Así lo anunció el Gobierno Nacional. No hubo impagnaciones.
La firma del contrato está prevista para dentro de un máximo de 30 días, activará una rebaja del 13,5 % en los costos logísticos y servirá como punto de inicio para una nueva y moderna vía navegable, con obras de profundización y la incorporación de tecnología para la seguridad de la navegación y el combate al narcotráfico.
el gobierno completó con éxito el proceso de privatización de la vía navegable troncal.
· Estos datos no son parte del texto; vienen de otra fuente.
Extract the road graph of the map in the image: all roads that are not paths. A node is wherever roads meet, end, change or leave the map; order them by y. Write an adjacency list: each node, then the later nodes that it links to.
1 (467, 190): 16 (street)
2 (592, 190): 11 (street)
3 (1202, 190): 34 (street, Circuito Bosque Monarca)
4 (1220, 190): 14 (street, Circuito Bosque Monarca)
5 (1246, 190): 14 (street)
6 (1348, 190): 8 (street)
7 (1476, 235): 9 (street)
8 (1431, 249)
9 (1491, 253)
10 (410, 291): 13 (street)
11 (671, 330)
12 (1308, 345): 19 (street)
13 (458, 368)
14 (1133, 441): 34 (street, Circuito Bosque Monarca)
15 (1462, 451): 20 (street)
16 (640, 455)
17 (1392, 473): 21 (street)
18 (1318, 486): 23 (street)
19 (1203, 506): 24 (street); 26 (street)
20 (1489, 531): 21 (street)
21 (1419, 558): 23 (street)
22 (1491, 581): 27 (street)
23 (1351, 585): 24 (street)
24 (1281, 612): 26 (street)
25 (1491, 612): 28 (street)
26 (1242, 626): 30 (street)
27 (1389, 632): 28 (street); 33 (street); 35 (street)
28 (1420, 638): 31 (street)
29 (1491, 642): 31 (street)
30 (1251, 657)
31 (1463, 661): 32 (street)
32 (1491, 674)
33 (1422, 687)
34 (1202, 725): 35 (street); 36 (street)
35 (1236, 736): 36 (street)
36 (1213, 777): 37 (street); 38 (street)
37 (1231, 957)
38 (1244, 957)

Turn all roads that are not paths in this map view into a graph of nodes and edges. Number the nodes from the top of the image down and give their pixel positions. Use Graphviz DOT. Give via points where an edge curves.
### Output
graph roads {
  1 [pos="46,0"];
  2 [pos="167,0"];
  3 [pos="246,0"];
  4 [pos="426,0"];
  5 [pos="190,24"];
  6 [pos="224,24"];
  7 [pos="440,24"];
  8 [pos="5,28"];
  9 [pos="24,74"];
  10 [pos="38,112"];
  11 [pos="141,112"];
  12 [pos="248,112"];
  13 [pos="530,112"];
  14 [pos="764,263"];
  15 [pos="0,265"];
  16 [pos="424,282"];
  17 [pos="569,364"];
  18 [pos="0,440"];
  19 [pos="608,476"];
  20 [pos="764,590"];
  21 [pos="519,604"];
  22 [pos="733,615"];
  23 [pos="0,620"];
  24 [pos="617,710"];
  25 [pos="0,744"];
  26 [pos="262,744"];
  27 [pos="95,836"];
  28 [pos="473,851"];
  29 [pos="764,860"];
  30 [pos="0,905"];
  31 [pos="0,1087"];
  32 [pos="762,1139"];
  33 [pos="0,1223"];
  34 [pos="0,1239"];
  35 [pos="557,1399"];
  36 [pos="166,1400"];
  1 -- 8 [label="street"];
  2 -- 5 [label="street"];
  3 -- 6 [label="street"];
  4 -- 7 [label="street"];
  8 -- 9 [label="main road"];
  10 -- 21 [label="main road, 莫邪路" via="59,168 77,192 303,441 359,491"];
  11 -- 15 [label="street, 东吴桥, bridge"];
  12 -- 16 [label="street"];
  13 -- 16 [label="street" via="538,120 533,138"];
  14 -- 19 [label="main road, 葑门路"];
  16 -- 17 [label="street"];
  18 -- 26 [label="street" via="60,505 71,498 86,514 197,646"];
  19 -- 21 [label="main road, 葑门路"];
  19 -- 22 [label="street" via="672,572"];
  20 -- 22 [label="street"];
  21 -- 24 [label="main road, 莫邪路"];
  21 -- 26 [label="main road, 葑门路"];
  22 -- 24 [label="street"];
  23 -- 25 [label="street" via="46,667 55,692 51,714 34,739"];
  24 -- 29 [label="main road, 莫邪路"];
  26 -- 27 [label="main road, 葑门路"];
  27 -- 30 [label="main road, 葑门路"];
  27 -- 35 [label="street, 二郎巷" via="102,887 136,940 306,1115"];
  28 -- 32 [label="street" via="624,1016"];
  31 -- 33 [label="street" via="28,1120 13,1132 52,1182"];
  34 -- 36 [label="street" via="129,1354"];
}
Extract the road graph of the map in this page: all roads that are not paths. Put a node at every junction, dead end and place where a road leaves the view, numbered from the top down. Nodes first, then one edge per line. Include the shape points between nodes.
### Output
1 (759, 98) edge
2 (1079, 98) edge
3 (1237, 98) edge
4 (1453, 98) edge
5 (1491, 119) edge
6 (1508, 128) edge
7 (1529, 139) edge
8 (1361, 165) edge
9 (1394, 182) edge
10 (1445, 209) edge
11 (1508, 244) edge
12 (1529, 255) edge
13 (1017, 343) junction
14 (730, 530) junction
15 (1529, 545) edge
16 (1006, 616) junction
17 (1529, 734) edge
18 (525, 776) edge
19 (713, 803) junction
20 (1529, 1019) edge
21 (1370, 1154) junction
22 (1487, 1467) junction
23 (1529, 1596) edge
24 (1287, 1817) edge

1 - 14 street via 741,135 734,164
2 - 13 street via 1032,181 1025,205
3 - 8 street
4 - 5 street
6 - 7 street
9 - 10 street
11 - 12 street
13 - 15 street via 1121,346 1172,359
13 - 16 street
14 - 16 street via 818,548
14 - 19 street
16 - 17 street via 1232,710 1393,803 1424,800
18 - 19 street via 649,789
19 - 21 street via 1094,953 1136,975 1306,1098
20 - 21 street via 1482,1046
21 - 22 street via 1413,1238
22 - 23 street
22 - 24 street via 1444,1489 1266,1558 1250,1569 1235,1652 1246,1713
Con la adjudicación del contrato a la empresa ganadora, el gobierno nacional del presidente Javier Milei completó la adjudicación de la vía navegable troncal que impulsará el comercio exterior con ahorro para los productores argentinos y modernizará una infraestructura estratégica, hecho histórico para el sector privado del país.
Las obras previstas permitirán que los barcos completen la carga en puertos de origen, generando un mayor ahorro y expandiendo la frontera productiva del país, e impactará de forma directa en la competitividad de los sectores productivos e industriales argentinos, disminuyendo los costos logísticos globales y potenciando la exportación.
Todo el proceso licitatorio contó con un amplio respaldo de usuarios privados, Cámara de la Industria Aceitera de la República Argentina y Centro Exportador de Cereales, Unión Industrial Argentina, Bolsa de Comercio de Rosario, Cámara de Puertos Privados Comerciales, Cámara de Actividades Portuarias y Marítimas, entre otros, así como de gobiernos provinciales, como es el caso de Entre Ríos, Santa Fe, Corrientes, Chaco, Formosa y Misiones, que se manifestaron satisfechos ante la conclusión del mismo, destacando que mantuvo estrictos criterios de competencia pública y cumpliendo con el más alto estándar de calidad técnica dispuesto por la conferencia de las Naciones Unidas sobre comercio y desarrollo, organismo de la ONU que auditó cada una de las etapas para asegurar la aplicación de las buenas prácticas internacionales en la gestión de infraestructura soberana.
La privatización marca el fin de una etapa estatal de gestión de la estratégica vía por donde circula el 80% del comercio exterior del país para dar paso a una nueva era de inversión privada, donde el estado mantiene el rol de autoridad de control, pero sin intervención directa.